Though Republican gains in the U.S. House of Representatives were the largest since 1938, GOP gains made Nov. 2 in state legislatures were even more dramatic. Winning 680 seats across the country, Republicans took control of 14 state Houses, giving them control of both legislative chambers in 26 states. Pennsylvania’s was one of them.


Statewide, though still poor, Black voter turnout actually rose to 9 percent from 8 percent in the 2006 mid-term, however it was still extremely low compared to the 40 percent overall turnout throughout the state.

For state Reps. Joseph Preston, D-East Liberty, and Jake Wheatley, D-Hill District, it means a loss of authority, and legislative initiatives when the new House members are seated in January.

“It means instead of driving an agenda, I’ll be defending it,” said Preston. “We’re trying to see what the (minority) leadership team will be. But with control of both houses, the governor will try to push his agenda. We’ll have something like 80 new members who don’t know the ropes, but they set the agenda—it will definitely be a more conservative agenda.”


Preston echoed concerns raised by losing gubernatorial candidate Dan Onorato over spending on prisons, and where cuts would come with federal stimulus money no longer propping up the state budget.

“The big deal will be reapportionment. We’re looking at losing one state House seat in Allegheny County and probably one U.S. House seat, maybe (John) Murtha’s old seat that Mark Critz just won,” he said. “The whole issue for low- to moderate-income African-Americans is a lot of the stimulus things like transportation—we have five counties essentially supporting all the roads in the state. And they’re going to push to privatize the state stores—the last thing I need in my district is package stores.”

Preston said his other areas of concern for residents in his district and African-Americans generally are potential losses in funding for transportation, education, and healthcare.

Those issues are perhaps of even more concern to Wheatley, who serves on the House Education Committee, the Transportation Committee and chairs the Appropriations Sub-Committee on Education and the Health and Human Services Sub-Committee on Mental Health.

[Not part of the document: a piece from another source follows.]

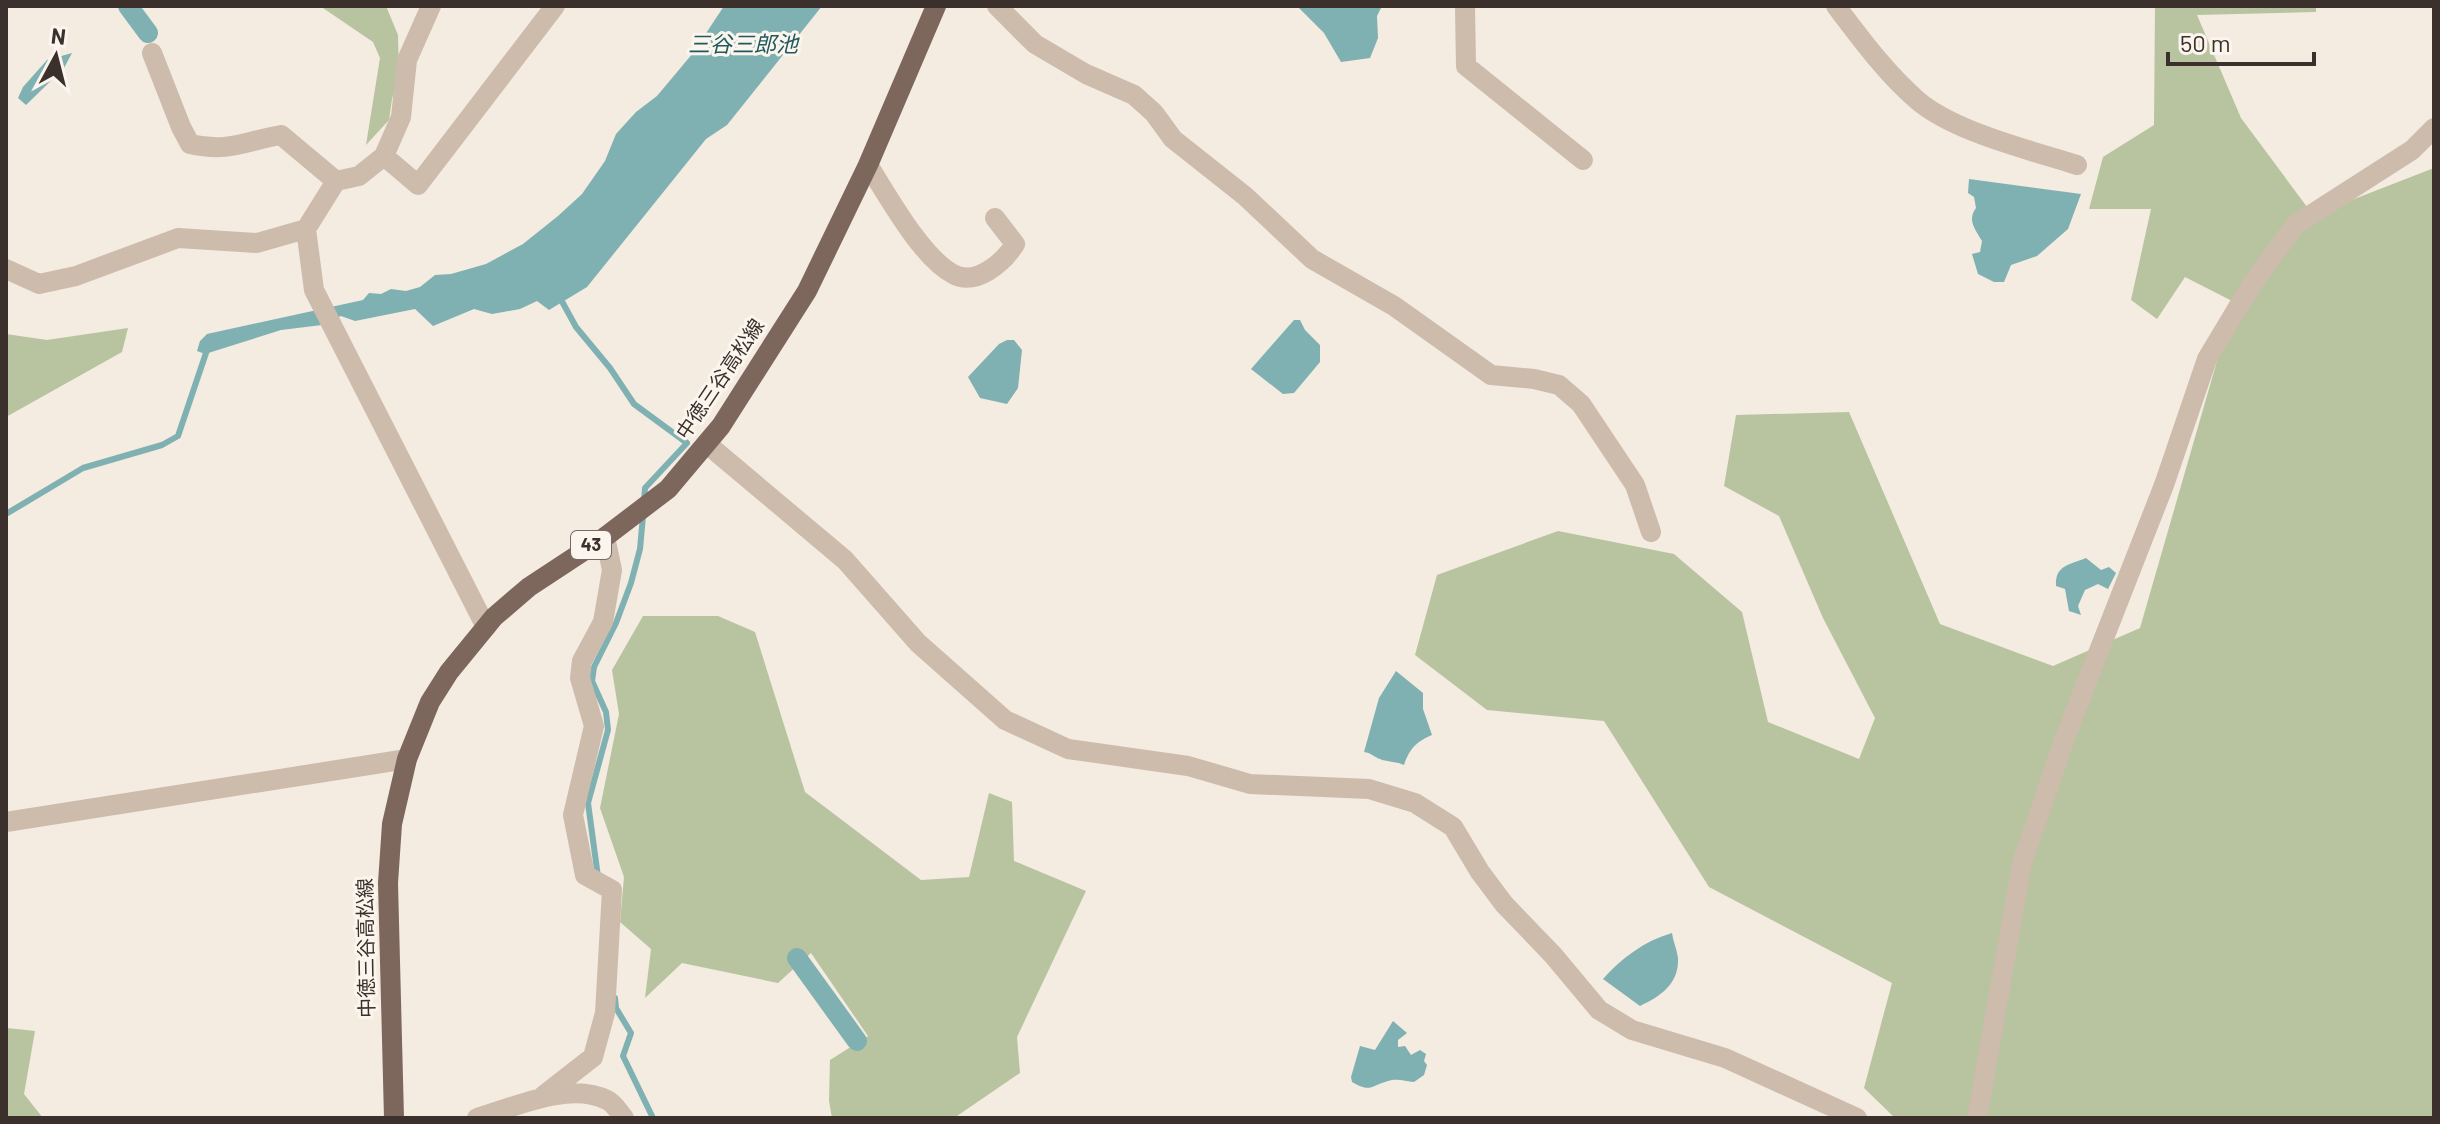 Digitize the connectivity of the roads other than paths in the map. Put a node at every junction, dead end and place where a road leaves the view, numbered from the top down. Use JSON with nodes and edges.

Though he, like Preston, will retain his committee positions, he will be in the minority and will not be setting the agenda.

“I’m still the minority sub-committee chair but that’s just a title. That means I show up,” he said. “I’m not going to be driving anything. I think what the election should have told us is the electorate wants us to improve their quality of life. So it would behoove everyone to quit pontificating and get about the people’s business.”

As for working with the new Republican leadership, Wheatley said where there is consensus, he’ll be part of the discussion.

There are some serious-minded people here and we should find some commonality,” he said. “If you go by what the Republicans said, they believe government should invest in transportation, education and public safety. That doesn’t mean invest more. It also means everything else is on the table.”

The new leadership will be facing a billion dollar deficit. Wheatley noted that Governor-elect Tom Corbett said he would look to what New Jersey Gov. Chris Christie is doing.

“They’re making some deep cuts,” said Wheatley. “People should brace for that because that’s what they voted for.”

As for his constituents, Wheatley said he would continue to work for their best interests regardless of the leadership.

“My constituents suffered the most before the recession and during the recession. Our issues are going to be the same regardless—high unemployment, the lack of neighborhood safety and neighborhood growth,” he said. “I will fight to get them addressed. But frankly, it wasn’t easy under Rendell and the Democrats, it won’t be easy under Corbett and the Republicans.”

Wheatley said he hadn’t seen any turnout figures on Black district but he assumed it was average to below average for a mid-term.